— WHAT IS BEING ASKED —
In the data below, find each line that contains the word "Answer" and copy it.
=-=-=
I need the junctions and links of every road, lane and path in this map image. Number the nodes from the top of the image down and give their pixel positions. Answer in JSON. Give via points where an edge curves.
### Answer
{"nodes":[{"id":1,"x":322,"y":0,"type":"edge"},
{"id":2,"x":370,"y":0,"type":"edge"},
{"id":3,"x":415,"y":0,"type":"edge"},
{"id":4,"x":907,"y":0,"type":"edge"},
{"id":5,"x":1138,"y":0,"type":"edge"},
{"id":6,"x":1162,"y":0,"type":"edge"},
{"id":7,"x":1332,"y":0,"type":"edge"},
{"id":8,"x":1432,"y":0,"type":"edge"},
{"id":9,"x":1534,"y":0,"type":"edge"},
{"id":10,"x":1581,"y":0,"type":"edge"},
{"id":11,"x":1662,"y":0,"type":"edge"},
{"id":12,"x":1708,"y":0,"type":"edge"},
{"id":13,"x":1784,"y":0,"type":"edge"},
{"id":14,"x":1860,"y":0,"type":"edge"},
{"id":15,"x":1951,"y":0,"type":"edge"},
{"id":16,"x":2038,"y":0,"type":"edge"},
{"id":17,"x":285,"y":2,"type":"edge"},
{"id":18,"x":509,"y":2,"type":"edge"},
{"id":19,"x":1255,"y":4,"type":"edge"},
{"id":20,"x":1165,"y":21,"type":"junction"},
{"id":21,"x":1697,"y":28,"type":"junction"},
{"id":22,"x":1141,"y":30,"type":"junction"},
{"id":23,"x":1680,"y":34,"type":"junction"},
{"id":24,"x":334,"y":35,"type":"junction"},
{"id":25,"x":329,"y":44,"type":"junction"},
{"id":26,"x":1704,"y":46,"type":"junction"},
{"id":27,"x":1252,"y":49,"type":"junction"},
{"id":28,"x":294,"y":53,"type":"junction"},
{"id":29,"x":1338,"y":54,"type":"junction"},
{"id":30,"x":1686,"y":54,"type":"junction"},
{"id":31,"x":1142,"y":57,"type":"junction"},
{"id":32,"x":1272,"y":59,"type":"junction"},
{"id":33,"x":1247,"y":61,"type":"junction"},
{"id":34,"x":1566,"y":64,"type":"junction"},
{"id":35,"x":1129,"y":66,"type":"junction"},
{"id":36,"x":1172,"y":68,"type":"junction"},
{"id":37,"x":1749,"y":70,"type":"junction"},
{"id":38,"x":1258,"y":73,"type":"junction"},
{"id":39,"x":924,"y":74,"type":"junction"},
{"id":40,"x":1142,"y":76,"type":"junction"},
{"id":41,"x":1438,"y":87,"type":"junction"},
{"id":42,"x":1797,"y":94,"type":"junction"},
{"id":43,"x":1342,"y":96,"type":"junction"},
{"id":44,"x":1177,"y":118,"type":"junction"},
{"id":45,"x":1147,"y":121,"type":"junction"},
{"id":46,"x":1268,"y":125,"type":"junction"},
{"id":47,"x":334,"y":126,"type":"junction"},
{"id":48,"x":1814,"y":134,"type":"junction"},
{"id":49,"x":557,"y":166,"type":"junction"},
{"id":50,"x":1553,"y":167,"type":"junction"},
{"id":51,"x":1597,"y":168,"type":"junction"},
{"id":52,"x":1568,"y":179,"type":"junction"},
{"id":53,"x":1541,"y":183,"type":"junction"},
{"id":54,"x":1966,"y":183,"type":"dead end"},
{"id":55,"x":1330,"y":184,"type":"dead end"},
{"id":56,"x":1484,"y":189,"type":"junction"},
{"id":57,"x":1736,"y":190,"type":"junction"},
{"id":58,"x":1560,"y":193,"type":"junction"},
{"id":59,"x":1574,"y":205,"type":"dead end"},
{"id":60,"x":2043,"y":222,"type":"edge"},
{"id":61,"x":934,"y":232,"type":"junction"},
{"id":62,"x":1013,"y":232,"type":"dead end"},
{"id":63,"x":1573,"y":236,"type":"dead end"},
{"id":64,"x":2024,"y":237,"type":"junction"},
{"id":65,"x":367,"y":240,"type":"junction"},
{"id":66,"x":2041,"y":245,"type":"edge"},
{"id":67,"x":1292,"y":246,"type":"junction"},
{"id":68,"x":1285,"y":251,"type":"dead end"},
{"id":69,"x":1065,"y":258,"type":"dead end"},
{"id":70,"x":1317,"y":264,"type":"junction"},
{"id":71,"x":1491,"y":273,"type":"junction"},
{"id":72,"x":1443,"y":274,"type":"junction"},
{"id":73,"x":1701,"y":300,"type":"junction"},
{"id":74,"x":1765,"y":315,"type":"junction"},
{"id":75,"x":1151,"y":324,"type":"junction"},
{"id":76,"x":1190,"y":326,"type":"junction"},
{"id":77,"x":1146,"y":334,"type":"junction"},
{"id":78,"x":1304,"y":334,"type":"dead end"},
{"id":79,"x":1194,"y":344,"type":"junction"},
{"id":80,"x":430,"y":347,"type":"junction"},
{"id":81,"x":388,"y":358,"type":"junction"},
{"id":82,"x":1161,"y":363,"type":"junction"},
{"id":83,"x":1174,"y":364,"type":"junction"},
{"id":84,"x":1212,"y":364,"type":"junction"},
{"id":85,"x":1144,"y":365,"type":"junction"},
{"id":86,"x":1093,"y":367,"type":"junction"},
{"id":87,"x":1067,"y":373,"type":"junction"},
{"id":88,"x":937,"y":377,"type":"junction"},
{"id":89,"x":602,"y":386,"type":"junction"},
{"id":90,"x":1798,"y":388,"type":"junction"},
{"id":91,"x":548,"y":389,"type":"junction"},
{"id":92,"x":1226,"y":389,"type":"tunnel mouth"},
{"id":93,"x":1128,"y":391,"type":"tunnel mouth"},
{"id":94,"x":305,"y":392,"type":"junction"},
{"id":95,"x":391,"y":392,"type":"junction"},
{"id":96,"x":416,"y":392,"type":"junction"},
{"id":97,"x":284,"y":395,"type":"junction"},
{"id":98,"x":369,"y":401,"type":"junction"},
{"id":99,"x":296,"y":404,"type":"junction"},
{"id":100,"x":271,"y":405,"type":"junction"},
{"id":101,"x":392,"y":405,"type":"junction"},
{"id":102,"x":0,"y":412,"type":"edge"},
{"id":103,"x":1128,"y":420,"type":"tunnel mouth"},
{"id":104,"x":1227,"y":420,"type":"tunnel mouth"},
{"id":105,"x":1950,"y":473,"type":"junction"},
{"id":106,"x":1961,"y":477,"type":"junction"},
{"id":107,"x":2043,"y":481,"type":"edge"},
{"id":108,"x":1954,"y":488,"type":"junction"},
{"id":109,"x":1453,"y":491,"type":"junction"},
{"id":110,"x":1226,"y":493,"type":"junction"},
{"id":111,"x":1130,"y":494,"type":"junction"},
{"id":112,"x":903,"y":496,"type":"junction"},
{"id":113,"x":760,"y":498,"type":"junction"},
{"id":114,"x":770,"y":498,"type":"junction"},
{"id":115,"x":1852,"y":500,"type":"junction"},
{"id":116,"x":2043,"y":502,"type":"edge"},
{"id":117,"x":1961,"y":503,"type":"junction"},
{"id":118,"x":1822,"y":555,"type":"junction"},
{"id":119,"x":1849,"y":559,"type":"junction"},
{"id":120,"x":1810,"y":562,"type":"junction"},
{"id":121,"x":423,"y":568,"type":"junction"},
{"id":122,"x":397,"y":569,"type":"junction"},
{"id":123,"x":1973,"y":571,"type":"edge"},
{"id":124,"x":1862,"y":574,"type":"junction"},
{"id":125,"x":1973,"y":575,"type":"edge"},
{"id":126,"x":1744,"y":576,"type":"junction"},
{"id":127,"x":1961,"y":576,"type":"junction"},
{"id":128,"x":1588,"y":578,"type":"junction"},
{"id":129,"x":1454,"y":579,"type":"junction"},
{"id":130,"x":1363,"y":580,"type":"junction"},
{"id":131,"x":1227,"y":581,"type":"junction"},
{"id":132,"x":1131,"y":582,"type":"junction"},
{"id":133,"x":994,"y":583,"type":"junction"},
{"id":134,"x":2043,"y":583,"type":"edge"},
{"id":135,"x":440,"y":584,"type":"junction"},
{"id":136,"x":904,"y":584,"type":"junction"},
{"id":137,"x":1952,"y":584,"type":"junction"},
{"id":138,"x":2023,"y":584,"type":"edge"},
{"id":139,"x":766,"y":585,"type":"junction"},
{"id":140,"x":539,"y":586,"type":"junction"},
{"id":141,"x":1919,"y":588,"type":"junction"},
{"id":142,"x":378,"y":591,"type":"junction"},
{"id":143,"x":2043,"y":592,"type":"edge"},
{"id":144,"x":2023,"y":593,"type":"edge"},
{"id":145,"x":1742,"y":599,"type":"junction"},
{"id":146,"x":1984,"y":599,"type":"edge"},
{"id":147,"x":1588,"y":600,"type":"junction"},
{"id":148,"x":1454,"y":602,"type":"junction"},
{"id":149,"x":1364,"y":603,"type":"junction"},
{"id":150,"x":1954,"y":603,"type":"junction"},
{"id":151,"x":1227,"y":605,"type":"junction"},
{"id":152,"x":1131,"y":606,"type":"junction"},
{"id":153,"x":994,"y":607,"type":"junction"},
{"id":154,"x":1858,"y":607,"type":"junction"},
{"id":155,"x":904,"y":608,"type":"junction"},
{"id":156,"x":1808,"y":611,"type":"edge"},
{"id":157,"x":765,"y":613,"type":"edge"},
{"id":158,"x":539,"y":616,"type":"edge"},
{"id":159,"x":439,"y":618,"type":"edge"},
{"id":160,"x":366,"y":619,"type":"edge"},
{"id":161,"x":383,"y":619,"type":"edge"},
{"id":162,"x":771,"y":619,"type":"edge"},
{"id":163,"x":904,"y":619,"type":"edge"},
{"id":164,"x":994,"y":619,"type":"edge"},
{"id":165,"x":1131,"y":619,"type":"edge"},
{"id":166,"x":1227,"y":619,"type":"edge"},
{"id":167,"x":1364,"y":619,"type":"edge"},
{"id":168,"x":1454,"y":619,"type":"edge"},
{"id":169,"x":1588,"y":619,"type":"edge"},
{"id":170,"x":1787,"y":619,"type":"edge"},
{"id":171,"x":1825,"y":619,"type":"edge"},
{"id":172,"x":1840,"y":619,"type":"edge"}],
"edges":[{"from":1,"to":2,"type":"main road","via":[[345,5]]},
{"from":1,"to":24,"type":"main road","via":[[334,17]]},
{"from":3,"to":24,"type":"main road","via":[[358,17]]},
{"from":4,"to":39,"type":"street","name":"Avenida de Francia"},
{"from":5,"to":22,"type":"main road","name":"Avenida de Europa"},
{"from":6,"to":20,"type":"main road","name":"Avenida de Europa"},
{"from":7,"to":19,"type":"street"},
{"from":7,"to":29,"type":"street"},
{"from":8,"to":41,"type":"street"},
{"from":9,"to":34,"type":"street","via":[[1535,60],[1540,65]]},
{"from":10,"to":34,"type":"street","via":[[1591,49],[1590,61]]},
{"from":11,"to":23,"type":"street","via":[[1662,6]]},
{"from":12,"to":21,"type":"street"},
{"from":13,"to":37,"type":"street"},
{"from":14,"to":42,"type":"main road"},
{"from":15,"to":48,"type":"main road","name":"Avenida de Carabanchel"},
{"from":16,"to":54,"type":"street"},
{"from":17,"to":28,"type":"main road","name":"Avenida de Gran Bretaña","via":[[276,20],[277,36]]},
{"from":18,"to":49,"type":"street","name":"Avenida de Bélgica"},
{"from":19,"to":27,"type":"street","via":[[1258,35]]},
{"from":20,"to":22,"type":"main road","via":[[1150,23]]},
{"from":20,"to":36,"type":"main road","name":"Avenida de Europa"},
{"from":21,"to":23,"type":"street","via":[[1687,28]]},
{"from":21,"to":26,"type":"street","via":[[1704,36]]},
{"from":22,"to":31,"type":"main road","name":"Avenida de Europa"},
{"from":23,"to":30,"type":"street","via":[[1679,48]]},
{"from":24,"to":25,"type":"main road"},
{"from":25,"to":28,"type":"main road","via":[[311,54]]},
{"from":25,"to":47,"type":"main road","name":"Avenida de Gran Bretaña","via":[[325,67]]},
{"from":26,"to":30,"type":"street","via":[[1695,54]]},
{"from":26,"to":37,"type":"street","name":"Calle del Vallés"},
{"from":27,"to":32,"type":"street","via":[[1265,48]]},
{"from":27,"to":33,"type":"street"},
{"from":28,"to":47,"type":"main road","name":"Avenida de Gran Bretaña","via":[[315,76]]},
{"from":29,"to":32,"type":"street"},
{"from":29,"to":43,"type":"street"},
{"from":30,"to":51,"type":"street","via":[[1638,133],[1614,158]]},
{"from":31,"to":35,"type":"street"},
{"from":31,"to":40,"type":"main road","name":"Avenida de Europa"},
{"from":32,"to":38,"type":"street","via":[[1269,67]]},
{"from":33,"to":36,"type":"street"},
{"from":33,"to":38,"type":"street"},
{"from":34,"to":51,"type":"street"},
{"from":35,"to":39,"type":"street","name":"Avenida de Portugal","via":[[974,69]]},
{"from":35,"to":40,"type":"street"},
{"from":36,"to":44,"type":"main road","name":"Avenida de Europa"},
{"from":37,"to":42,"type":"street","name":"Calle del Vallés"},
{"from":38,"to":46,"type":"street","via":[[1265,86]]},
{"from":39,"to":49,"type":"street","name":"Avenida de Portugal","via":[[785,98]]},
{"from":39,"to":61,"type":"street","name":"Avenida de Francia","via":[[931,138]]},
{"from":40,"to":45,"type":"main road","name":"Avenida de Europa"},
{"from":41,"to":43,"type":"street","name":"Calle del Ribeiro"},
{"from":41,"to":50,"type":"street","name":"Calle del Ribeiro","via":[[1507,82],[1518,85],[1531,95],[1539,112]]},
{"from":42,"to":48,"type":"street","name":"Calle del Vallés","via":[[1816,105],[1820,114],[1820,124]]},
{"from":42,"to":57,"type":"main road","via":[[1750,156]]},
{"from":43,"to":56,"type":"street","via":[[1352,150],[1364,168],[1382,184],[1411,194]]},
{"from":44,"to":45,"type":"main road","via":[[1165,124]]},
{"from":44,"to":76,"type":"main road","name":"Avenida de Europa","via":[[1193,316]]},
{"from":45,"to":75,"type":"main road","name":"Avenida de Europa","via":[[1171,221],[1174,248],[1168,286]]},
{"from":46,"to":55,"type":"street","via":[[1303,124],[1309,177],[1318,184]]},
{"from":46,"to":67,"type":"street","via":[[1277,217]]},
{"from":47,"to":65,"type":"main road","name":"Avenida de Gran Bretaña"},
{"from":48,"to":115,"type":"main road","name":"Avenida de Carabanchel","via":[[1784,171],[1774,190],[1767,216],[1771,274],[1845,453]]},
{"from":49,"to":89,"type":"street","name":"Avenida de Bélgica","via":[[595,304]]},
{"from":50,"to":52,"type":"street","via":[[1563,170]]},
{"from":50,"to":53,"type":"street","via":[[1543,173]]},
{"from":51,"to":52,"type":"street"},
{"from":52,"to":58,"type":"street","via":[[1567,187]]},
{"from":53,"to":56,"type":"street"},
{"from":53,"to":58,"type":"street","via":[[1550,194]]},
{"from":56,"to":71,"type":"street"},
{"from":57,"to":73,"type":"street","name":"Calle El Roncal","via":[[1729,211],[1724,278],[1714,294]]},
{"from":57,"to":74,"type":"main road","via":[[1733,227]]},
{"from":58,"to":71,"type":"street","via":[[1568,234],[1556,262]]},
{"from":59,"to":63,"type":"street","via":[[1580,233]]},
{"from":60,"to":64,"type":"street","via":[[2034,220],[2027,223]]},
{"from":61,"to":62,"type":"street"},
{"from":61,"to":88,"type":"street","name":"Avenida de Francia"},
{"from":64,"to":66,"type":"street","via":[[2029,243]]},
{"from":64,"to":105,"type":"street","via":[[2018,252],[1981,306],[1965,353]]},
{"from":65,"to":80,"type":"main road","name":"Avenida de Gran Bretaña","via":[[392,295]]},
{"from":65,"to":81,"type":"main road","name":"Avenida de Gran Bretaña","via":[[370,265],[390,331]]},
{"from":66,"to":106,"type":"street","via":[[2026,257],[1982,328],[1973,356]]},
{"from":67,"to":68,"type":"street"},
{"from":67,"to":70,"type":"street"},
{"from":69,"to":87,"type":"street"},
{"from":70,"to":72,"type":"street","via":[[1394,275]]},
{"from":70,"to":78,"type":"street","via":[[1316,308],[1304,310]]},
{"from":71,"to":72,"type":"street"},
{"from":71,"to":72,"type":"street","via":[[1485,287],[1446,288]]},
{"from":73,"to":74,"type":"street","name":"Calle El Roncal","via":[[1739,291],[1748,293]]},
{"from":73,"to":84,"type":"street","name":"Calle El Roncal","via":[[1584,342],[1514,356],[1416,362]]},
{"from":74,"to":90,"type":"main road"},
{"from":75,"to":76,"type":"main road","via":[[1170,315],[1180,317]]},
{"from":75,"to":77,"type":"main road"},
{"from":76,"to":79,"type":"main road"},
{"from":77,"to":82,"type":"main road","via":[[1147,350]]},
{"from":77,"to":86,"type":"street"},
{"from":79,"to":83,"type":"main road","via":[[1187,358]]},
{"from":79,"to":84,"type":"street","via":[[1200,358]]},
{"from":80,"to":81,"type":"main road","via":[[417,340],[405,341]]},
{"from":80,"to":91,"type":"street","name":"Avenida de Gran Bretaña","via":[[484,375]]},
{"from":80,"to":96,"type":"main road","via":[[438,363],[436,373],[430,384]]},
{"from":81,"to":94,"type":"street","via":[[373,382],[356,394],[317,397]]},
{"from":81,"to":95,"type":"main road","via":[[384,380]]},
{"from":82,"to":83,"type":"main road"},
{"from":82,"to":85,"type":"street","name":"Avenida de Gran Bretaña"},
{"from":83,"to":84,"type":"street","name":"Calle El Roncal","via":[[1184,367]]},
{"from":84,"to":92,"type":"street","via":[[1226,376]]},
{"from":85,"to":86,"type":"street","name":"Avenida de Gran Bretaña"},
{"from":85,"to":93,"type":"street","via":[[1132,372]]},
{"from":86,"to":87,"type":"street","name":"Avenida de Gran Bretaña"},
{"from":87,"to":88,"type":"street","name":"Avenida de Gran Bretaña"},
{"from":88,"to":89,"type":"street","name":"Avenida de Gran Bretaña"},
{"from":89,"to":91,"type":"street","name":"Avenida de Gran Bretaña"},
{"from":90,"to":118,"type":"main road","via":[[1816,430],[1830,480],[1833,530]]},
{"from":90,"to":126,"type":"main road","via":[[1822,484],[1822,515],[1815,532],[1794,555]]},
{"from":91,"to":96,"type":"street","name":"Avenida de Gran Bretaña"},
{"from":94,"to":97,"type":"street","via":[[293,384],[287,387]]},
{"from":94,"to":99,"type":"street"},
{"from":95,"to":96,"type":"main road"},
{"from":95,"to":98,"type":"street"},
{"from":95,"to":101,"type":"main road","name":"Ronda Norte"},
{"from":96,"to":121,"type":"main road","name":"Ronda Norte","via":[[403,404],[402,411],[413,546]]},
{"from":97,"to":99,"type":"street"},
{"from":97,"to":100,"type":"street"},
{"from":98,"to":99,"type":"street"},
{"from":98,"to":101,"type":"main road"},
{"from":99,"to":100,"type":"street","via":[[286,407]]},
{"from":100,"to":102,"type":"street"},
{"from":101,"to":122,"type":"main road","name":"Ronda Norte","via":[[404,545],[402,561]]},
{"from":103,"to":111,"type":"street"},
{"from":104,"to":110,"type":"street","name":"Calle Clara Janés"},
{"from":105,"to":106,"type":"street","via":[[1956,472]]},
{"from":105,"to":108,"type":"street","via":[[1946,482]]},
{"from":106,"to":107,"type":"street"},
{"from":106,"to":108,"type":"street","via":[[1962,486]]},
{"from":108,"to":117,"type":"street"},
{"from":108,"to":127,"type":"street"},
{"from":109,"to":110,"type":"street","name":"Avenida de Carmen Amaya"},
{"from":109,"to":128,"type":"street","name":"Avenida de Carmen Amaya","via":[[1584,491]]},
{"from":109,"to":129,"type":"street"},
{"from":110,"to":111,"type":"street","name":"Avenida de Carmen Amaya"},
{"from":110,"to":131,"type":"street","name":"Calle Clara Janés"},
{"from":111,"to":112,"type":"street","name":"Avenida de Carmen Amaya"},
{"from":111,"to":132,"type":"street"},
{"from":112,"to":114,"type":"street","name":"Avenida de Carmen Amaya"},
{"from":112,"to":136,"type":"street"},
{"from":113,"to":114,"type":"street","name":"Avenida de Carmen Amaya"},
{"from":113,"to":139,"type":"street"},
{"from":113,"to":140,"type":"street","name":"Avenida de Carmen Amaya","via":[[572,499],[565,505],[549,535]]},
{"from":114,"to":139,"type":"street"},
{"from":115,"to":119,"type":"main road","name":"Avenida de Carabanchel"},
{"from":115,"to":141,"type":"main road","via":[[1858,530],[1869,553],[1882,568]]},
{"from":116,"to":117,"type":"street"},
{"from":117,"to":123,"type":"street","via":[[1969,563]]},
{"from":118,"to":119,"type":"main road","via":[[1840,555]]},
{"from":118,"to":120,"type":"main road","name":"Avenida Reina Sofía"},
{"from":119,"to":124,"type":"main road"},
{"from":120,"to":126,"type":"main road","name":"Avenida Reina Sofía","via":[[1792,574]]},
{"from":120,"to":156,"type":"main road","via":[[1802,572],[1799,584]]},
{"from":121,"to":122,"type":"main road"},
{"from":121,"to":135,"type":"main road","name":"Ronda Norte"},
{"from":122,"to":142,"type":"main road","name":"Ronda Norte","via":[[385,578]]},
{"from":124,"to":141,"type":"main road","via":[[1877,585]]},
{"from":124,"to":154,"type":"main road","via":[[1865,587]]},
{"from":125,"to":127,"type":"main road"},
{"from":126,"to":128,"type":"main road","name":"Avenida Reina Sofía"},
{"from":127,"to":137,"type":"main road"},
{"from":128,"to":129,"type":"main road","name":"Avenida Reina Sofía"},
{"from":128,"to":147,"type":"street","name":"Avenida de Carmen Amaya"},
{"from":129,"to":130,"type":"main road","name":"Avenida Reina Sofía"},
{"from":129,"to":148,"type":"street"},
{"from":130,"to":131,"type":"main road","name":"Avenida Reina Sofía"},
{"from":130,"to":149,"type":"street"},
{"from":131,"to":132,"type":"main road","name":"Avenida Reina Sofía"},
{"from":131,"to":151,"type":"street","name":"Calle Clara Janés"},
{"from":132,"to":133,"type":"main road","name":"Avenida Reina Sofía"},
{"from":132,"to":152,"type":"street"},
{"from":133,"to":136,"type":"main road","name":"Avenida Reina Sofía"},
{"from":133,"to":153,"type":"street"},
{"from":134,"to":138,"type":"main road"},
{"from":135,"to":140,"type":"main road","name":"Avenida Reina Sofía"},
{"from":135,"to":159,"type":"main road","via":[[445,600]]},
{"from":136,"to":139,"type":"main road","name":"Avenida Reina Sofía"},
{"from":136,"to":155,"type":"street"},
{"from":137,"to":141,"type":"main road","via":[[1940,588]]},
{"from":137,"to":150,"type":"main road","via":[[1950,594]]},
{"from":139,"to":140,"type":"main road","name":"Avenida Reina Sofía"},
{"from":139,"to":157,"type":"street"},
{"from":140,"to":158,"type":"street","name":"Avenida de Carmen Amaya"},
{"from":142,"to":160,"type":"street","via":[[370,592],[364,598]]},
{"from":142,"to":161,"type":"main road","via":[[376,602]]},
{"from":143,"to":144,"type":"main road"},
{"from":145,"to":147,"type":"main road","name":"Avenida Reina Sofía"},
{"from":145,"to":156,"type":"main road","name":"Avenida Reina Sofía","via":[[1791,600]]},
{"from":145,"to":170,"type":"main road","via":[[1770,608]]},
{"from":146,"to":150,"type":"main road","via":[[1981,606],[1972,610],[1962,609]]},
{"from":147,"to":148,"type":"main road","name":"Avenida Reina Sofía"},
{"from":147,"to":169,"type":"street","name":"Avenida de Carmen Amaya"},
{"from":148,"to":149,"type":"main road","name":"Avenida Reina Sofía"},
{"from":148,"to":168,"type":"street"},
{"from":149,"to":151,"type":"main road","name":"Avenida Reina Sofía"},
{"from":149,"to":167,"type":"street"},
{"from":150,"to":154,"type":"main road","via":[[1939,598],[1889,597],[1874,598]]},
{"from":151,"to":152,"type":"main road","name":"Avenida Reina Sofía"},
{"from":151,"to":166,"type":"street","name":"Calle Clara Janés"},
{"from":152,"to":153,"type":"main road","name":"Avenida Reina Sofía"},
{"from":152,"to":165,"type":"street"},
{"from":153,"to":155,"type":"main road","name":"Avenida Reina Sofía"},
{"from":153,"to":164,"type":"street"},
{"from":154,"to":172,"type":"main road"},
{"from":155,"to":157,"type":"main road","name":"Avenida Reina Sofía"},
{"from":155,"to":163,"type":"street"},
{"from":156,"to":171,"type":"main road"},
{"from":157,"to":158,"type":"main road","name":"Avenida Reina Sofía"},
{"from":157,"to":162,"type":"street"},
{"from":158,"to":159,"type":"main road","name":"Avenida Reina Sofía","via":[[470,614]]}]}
=-=-=
— TASK RESPONSE —
I need the junctions and links of every road, lane and path in this map image. Number the nodes from the top of the image down and give their pixel positions. Answer in JSON. Give via points where an edge curves.
### Answer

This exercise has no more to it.